Task directions: Across the records that follow, give the number of lines containing the word "shoh" and nothing else.

The data:
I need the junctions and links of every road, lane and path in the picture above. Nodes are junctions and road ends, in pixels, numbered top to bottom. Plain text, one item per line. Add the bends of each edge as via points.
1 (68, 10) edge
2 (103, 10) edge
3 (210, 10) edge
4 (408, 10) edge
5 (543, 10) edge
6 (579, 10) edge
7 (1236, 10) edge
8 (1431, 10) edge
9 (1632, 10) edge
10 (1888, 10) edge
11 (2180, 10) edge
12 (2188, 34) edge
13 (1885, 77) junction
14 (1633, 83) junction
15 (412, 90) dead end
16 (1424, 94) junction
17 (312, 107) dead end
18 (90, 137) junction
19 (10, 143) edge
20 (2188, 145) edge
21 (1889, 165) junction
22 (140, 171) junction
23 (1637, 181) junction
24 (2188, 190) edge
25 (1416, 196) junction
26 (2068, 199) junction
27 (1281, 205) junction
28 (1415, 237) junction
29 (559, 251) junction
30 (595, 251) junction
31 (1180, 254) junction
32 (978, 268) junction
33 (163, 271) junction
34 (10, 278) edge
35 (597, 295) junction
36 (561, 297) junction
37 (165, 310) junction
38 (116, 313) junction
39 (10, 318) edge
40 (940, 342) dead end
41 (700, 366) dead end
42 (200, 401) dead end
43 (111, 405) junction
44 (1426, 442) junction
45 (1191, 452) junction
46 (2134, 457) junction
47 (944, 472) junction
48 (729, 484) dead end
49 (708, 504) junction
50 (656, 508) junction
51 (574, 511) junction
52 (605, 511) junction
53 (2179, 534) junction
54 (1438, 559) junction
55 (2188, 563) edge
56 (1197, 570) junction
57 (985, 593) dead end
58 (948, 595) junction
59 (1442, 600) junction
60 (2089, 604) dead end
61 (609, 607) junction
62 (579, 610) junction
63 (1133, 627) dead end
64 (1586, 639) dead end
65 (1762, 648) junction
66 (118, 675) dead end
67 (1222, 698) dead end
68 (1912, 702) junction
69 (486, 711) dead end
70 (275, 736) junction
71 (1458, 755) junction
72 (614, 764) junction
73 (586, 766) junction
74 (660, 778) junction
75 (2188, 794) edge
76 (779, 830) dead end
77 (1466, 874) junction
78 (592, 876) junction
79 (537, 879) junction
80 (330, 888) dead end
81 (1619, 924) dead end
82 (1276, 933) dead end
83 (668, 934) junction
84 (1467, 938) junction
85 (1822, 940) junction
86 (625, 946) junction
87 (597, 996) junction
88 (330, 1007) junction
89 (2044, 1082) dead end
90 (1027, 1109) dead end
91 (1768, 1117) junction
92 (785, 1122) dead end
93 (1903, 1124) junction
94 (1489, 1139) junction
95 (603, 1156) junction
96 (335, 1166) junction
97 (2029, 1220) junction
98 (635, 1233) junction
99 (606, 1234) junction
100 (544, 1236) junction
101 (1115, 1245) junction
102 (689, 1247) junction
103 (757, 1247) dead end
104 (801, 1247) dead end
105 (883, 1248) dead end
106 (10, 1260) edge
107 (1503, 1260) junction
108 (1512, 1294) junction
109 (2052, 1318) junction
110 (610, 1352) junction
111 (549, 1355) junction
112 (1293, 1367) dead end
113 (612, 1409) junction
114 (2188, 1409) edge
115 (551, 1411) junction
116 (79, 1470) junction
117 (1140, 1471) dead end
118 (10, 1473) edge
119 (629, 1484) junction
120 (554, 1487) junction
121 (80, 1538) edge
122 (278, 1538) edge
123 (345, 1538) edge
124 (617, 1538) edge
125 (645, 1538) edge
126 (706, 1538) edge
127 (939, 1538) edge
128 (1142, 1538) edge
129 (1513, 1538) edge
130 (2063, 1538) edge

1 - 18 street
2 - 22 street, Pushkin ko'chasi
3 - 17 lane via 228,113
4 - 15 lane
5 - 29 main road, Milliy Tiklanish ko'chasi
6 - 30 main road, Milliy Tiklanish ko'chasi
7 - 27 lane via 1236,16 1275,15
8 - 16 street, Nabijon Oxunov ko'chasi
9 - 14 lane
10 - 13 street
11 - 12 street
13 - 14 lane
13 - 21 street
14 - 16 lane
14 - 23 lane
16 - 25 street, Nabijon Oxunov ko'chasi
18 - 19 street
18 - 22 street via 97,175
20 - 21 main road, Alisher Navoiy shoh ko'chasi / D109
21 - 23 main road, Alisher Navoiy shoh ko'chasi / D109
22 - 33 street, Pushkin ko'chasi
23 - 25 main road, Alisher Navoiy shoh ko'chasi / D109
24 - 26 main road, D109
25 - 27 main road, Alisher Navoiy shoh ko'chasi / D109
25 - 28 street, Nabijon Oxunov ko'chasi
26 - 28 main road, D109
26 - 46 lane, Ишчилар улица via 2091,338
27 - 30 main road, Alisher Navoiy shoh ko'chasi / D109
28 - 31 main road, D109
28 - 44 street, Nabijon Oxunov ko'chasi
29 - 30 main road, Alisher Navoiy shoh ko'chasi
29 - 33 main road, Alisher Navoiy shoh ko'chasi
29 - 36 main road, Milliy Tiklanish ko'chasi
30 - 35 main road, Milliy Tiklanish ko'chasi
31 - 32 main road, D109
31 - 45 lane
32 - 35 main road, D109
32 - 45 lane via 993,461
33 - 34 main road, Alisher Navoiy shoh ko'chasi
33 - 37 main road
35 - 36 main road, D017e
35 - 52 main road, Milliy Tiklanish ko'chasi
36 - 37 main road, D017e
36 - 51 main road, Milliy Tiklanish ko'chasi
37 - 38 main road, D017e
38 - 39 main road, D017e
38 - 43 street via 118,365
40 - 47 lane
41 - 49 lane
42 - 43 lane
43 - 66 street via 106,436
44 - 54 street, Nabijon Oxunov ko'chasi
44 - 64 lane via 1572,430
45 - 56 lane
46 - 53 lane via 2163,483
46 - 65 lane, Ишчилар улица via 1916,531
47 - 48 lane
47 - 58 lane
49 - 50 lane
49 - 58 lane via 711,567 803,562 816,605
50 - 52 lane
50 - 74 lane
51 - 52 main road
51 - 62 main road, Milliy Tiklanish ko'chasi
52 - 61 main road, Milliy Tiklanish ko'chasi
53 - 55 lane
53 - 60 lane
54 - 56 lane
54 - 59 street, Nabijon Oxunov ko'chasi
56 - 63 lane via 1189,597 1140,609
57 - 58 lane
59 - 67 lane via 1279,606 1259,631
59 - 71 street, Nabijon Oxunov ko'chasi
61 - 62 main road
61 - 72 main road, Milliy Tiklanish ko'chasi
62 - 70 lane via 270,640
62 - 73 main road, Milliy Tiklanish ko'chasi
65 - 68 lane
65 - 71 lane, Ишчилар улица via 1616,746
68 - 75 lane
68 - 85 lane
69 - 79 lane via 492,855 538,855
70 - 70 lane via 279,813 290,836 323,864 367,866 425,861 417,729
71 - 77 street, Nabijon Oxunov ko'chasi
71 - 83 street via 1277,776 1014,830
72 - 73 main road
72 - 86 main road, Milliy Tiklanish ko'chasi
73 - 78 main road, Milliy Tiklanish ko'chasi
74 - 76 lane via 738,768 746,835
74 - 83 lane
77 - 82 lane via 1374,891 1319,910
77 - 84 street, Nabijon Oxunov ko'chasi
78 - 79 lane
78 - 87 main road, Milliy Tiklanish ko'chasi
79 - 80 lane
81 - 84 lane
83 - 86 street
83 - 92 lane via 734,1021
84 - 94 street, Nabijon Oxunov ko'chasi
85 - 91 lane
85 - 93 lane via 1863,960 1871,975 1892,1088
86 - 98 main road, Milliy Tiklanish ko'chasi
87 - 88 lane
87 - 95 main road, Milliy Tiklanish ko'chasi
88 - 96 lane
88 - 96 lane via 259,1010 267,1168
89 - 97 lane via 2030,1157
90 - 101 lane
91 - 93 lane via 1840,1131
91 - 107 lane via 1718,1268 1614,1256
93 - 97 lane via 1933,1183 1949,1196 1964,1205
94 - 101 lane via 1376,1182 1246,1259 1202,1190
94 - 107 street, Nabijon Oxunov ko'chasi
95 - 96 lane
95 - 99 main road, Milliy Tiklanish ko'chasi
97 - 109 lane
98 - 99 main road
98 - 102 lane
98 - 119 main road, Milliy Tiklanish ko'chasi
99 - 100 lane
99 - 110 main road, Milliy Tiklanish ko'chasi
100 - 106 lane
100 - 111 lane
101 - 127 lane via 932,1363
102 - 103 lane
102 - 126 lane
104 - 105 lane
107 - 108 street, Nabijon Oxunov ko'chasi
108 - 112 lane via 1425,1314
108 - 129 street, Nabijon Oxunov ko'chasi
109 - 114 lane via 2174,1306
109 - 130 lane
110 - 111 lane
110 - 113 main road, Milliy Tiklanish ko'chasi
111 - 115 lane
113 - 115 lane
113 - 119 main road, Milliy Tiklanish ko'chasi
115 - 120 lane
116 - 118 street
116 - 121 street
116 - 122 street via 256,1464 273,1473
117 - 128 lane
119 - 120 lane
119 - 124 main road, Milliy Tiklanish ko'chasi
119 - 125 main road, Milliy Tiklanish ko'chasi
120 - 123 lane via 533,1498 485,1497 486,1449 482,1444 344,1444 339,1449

Answer box: 8